*EXERCISE AIM*
Your job is to report every line of the entries that has "exch".

*DATA FOR THE TASK*

###

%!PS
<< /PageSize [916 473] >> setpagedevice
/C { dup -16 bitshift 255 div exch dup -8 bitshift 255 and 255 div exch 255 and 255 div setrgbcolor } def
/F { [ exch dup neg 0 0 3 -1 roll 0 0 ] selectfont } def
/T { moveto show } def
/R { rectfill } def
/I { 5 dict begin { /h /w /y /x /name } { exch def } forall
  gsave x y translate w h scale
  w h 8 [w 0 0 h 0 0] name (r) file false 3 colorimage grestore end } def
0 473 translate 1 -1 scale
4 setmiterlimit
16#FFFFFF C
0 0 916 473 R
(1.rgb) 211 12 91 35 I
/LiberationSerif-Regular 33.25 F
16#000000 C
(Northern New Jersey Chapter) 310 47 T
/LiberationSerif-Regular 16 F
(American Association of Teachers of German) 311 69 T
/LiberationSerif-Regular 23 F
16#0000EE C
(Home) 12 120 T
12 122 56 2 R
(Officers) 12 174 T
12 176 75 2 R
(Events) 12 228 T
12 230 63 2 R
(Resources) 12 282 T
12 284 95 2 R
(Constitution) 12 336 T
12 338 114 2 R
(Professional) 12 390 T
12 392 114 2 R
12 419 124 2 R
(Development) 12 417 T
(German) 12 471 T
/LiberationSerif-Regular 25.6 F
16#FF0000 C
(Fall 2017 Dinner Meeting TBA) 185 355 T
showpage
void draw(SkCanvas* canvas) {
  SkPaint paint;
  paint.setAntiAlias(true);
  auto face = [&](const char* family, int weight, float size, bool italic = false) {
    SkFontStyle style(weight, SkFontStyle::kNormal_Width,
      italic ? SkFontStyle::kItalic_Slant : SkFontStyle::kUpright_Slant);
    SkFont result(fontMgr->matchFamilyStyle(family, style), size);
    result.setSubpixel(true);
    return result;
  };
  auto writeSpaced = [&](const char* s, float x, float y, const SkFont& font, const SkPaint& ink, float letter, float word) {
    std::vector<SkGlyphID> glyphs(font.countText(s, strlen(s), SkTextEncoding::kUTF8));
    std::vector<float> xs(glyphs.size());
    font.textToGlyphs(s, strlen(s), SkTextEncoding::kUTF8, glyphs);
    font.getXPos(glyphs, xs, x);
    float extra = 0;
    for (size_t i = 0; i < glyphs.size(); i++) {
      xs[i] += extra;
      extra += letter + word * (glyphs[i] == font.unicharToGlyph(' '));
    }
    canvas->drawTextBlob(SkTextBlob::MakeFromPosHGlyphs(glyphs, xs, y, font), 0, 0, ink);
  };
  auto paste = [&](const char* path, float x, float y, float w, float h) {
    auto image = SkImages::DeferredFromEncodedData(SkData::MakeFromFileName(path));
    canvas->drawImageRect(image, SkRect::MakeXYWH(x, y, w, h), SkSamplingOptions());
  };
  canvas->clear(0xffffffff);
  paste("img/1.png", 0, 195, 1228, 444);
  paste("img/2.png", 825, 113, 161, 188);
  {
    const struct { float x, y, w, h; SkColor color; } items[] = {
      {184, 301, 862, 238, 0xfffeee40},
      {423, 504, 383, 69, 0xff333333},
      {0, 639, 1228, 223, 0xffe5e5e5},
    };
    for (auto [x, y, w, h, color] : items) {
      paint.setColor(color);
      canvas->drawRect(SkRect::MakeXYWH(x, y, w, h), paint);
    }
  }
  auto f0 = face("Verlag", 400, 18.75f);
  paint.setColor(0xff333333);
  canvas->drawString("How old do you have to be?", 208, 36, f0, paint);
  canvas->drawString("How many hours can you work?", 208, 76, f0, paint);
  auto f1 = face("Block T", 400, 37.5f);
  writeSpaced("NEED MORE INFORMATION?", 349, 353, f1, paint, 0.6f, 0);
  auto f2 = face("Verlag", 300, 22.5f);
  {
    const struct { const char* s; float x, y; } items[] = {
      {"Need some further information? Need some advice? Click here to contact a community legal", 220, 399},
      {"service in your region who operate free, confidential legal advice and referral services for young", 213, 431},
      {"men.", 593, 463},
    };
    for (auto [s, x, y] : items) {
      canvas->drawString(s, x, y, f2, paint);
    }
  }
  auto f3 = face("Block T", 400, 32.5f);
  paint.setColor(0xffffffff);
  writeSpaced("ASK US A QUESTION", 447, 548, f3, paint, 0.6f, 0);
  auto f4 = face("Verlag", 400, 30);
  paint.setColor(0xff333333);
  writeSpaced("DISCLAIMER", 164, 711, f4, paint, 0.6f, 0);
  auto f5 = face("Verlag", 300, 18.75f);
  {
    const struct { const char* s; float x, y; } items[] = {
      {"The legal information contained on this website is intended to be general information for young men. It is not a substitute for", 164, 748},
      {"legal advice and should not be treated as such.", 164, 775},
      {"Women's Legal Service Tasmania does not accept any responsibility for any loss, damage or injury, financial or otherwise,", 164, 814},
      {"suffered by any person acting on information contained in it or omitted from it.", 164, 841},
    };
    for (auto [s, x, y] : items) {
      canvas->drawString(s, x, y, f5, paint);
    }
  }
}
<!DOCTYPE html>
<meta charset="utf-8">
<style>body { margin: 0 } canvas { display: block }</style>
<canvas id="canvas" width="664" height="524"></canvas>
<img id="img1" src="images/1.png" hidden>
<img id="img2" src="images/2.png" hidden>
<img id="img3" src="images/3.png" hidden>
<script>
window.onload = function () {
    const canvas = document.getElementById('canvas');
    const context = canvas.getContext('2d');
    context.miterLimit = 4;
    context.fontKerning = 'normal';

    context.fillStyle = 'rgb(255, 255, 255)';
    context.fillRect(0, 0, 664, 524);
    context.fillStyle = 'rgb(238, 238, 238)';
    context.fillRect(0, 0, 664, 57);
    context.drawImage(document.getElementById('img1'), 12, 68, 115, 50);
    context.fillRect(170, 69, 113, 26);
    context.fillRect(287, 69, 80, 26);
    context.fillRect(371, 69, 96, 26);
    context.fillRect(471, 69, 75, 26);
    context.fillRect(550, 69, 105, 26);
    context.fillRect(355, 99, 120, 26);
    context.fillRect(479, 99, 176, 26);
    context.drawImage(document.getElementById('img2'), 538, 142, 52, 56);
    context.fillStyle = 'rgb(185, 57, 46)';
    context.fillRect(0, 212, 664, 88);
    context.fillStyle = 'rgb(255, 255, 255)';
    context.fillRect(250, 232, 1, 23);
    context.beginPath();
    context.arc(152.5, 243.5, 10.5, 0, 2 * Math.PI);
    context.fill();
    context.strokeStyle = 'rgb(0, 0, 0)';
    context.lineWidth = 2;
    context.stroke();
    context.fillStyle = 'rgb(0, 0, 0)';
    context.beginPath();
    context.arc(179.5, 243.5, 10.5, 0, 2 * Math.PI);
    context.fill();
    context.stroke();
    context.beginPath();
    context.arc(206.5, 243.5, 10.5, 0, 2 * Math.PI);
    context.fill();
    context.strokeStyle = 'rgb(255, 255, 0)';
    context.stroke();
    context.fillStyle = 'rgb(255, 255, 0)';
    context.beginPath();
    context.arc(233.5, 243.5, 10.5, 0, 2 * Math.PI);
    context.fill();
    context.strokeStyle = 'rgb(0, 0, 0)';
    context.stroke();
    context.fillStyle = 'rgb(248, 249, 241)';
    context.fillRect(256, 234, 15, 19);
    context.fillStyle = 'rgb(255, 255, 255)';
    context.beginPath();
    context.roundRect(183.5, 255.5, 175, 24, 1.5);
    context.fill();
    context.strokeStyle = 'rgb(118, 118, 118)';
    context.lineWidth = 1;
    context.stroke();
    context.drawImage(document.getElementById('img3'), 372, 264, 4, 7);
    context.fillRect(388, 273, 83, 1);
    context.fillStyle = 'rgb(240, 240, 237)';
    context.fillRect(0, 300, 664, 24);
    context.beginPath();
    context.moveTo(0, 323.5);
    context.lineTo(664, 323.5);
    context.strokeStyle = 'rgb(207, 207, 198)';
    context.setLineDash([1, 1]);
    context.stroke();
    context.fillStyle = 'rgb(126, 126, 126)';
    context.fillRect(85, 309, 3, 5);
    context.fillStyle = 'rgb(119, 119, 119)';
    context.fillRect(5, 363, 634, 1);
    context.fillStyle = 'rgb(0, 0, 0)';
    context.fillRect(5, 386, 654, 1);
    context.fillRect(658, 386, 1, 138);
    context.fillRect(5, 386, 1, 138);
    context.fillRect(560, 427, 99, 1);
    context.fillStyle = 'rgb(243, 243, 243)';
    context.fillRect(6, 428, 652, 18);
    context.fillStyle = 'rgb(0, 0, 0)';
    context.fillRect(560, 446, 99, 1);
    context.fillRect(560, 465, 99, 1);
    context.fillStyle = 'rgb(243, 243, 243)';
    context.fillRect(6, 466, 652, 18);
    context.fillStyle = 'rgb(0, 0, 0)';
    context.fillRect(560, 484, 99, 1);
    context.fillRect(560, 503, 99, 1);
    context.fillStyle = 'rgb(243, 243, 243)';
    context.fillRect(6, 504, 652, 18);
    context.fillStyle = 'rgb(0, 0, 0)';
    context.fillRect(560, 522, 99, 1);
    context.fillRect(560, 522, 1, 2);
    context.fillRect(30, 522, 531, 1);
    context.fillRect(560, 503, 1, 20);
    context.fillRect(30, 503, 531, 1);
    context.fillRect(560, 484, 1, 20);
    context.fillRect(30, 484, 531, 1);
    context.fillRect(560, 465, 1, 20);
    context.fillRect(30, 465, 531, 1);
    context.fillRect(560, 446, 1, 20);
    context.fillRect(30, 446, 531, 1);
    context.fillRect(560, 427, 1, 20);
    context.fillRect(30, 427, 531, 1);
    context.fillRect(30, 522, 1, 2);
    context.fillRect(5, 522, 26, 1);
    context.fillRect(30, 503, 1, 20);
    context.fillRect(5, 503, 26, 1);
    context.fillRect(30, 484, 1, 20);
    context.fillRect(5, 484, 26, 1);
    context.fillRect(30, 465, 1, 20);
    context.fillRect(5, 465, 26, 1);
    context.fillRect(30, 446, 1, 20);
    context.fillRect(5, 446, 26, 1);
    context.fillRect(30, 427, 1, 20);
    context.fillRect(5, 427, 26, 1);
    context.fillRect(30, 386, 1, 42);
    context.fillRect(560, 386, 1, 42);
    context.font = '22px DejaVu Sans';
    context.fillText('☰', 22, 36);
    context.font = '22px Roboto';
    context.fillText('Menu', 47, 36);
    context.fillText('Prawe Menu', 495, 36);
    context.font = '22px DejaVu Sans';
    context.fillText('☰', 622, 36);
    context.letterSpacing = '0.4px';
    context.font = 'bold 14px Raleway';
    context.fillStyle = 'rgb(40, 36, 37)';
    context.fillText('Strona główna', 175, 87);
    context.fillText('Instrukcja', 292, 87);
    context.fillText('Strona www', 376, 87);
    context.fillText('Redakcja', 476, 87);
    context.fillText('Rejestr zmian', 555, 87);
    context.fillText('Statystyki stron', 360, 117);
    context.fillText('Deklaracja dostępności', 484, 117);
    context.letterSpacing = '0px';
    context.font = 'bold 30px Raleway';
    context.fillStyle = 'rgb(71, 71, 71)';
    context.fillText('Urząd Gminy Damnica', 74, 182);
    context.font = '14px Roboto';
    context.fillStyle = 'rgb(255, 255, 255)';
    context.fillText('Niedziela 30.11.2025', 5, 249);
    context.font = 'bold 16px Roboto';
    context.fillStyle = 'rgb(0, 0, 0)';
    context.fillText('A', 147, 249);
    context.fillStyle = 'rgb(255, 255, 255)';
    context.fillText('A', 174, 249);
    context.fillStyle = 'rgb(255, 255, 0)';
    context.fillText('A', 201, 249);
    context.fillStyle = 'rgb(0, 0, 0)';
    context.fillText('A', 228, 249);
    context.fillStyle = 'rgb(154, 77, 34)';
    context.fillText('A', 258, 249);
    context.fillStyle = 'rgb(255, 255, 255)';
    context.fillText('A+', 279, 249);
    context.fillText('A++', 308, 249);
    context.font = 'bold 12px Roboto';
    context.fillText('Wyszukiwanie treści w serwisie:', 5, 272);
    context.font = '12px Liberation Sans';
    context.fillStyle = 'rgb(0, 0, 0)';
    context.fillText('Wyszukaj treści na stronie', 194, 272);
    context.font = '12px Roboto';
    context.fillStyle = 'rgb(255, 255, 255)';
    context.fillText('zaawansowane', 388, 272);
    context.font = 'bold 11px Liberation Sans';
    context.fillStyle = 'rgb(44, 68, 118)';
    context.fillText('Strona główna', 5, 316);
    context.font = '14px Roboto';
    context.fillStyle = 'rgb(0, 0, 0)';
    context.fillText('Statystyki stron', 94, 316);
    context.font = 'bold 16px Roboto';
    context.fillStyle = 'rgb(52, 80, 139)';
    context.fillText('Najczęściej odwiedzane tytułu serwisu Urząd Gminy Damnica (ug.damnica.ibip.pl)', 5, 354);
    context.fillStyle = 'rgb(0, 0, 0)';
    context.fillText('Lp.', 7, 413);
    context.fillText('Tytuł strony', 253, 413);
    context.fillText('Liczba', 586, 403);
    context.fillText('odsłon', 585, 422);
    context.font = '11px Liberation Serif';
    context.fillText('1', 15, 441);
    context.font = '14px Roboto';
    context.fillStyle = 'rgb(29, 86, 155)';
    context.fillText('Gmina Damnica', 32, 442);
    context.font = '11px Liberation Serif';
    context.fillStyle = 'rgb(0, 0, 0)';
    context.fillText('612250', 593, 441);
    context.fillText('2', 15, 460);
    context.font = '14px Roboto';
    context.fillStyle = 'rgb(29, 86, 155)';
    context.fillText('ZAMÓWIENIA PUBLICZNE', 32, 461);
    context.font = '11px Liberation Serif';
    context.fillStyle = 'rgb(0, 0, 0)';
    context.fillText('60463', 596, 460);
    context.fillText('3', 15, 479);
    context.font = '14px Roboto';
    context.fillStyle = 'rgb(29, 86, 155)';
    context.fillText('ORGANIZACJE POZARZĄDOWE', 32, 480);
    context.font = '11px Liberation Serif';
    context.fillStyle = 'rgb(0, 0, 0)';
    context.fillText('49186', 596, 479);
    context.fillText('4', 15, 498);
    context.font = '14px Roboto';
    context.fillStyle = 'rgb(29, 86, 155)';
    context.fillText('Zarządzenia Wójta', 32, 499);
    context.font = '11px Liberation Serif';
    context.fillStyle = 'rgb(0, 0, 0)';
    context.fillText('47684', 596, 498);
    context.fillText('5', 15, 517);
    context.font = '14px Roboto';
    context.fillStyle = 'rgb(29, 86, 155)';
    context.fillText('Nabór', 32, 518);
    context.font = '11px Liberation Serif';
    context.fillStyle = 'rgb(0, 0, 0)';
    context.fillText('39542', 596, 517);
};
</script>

###

*EXPECTED OUTPUT*
/C { dup -16 bitshift 255 div exch dup -8 bitshift 255 and 255 div exch 255 and 255 div setrgbcolor } def
/F { [ exch dup neg 0 0 3 -1 roll 0 0 ] selectfont } def
/I { 5 dict begin { /h /w /y /x /name } { exch def } forall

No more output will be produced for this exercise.